Hi all,
I hope everyone has settled into the year well, as we come up to being 1/12 of the way through 2023! Today it is an absolute pleasure to have Jessica Moon join the site to teach us some tricks with web scraping using Selenium and how then to visual display the output of Twitter Circles in Tableau.
Like with all tutorials, the resources can be found in the GitHub repository under the title – and the Tableau Public link points to Jessica’s dashboard. You can follow Jessica for more updates on Twitter here.

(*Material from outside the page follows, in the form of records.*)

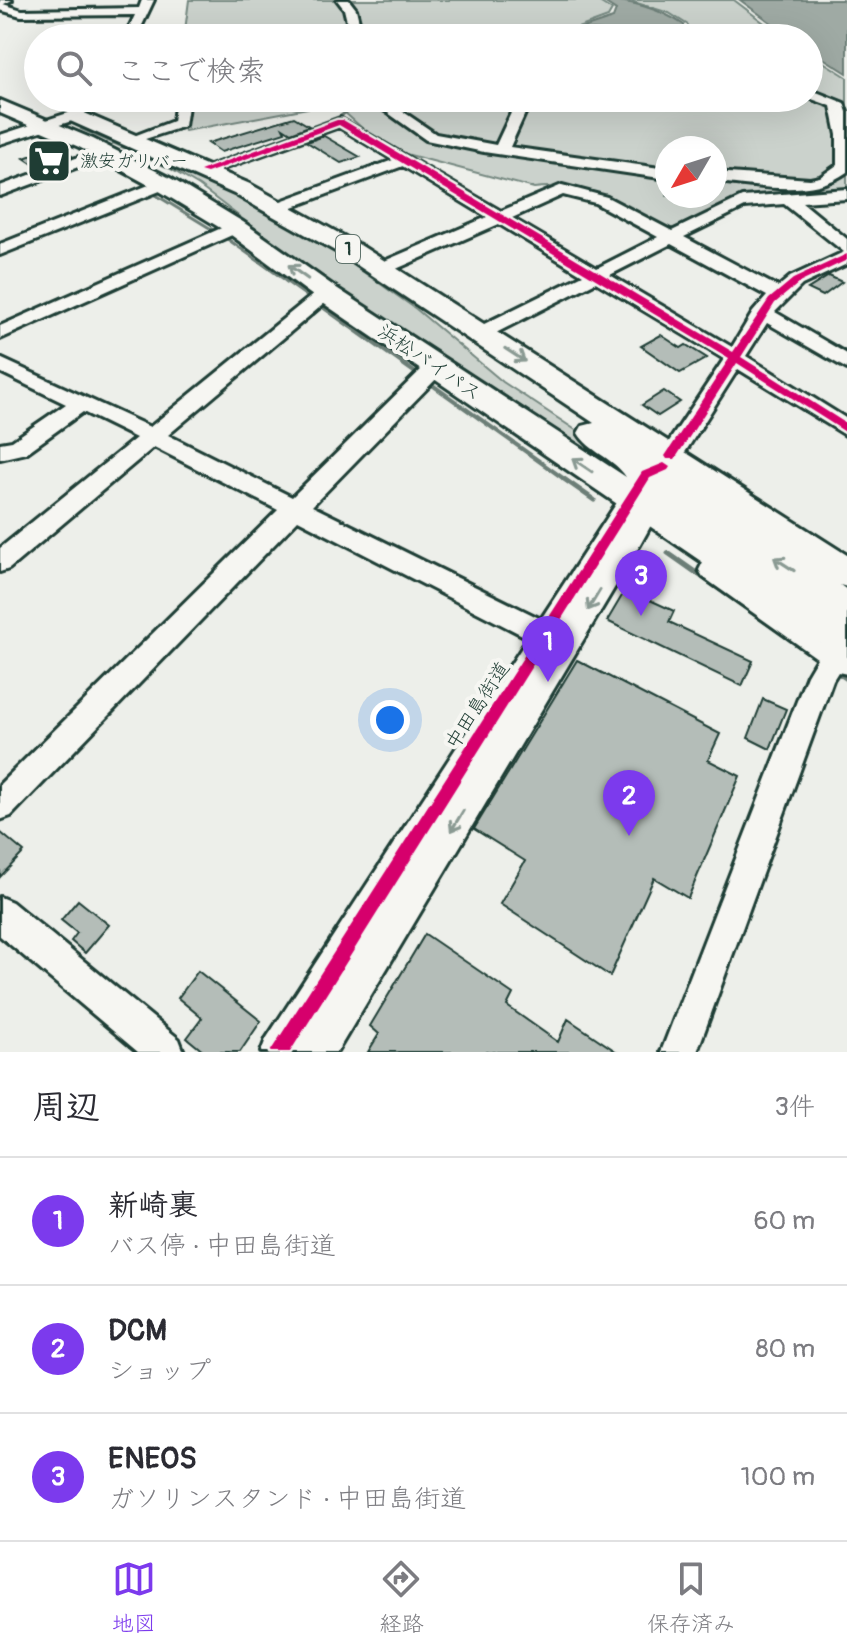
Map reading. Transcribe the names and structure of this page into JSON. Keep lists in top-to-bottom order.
{
  "streets": {
    "highway": ["1", "浜松バイパス"],
    "street": ["中田島街道"]
  },
  "crossings": [
    ["浜松バイパス", "中田島街道"]
  ],
  "places": {
    "supermarket": ["激安ガリバー"]
  },
  "north": "bottom left",
  "page": {
    "search": "ここで検索",
    "pins": ["3", "1", "2"],
    "heading": ["周辺", "3件"],
    "list": [
      {
        "mark": "1",
        "name": "新崎裏",
        "note": "バス停 · 中田島街道",
        "value": "60 m"
      },
      {
        "mark": "2",
        "name": "DCM",
        "note": "ショップ",
        "value": "80 m"
      },
      {
        "mark": "3",
        "name": "ENEOS",
        "note": "ガソリンスタンド · 中田島街道",
        "value": "100 m"
      }
    ],
    "nav": ["地図", "経路", "保存済み"]
  }
}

Over to Jessica for the run through.
When TwitterCircle.com hit the scene, Twitter was ablaze with Circle photos and I enjoyed looking at the #datafam circle posts and would instinctively inspect to see if there was a circle with a dark background and a woman with dark hair among those featured. I ran my own to see who I was interacting the most with. But then I wondered—was the engagement mutual? The website would allow you to search yourself or any other user without a login. This was the opportunity to write another Python program!
While I prefer to use Beautiful Soup for web scraping, it has limitations like it can’t click elements of a webpage and if the page uses a lot of JavaScript—the soup isn’t going to return much of use. These are situations where I use Selenium. Selenium can not only scrape the rendered html of a page, but it can also enter text, click elements, etc like a user could interacting with a site.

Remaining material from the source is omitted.